• _What to do_: Please report, as a single number, how many lines in the entries include the string "main".

• _Recorded information_:
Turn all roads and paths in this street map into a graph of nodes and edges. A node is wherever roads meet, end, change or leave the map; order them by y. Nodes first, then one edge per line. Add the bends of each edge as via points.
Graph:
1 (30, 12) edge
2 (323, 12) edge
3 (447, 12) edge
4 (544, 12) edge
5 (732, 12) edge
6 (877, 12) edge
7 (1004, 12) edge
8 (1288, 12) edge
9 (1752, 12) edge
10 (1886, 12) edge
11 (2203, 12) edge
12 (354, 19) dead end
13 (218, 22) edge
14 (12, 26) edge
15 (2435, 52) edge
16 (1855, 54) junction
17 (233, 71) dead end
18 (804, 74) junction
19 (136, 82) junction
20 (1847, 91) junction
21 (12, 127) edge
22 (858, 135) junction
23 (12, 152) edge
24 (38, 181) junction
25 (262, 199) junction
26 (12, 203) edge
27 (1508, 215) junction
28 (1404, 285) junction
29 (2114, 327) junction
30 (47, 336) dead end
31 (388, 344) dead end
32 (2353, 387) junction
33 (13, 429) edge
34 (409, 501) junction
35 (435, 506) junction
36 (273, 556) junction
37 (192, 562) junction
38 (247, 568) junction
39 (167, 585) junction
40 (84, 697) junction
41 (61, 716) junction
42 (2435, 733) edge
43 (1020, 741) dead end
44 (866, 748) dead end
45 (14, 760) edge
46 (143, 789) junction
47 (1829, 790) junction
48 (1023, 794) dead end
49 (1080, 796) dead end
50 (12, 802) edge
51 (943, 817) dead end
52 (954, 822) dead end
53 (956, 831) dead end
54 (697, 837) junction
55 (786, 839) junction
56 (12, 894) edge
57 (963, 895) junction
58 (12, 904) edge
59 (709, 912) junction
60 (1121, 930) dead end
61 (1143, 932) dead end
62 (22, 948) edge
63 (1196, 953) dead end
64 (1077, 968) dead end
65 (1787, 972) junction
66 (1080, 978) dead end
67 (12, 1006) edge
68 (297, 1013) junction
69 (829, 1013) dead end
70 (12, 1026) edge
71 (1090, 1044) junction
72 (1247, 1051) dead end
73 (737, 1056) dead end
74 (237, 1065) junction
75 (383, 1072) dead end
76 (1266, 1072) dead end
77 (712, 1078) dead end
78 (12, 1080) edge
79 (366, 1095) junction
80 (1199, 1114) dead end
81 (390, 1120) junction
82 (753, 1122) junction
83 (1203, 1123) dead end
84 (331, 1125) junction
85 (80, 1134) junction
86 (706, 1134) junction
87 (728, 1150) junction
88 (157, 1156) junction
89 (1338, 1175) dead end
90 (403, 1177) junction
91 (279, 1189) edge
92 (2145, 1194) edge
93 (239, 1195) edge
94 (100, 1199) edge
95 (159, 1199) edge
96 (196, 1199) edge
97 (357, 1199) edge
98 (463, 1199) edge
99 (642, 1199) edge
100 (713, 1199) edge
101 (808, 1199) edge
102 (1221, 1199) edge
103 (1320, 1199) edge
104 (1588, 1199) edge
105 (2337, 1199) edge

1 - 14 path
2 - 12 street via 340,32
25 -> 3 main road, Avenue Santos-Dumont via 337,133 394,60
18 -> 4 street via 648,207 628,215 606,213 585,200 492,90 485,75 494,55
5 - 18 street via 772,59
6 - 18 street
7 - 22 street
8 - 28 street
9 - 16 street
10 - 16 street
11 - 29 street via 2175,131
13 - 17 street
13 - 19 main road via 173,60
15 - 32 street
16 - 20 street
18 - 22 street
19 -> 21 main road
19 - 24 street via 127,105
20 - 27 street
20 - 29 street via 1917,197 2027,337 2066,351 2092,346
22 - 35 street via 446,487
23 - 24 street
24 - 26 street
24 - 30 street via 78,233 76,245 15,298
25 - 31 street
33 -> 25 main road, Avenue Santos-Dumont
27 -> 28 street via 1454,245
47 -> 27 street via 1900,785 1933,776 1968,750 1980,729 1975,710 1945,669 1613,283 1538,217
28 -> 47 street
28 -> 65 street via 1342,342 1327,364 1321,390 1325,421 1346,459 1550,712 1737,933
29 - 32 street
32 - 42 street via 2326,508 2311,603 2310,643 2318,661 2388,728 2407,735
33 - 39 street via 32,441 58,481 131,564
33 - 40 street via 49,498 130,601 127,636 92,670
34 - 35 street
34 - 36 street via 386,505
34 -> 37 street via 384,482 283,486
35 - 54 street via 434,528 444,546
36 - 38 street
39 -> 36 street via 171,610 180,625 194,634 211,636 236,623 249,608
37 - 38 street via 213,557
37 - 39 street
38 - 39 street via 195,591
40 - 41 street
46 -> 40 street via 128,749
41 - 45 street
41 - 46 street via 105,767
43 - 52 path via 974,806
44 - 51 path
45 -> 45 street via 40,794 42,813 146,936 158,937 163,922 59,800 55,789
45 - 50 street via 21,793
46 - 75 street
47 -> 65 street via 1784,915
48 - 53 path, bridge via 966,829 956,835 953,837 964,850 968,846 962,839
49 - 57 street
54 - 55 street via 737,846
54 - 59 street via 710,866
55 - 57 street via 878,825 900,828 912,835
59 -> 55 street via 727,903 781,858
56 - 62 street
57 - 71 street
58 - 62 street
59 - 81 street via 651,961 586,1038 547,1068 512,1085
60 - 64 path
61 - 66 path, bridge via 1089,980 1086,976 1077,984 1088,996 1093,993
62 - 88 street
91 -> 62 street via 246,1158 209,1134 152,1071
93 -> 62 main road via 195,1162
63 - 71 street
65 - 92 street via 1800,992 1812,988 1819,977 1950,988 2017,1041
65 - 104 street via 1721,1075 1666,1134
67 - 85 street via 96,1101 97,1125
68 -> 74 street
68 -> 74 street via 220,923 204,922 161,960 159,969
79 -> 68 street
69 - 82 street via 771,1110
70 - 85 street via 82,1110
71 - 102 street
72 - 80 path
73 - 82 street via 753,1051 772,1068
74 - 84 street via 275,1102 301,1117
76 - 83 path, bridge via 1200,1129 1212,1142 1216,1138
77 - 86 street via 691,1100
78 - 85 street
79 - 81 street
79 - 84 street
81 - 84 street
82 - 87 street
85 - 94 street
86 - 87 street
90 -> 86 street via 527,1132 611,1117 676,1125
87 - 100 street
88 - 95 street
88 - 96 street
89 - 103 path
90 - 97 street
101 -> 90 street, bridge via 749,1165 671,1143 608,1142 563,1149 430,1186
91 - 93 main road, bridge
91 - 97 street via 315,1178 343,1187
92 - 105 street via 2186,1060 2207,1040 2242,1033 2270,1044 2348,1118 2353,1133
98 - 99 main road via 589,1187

• _Task response_: 7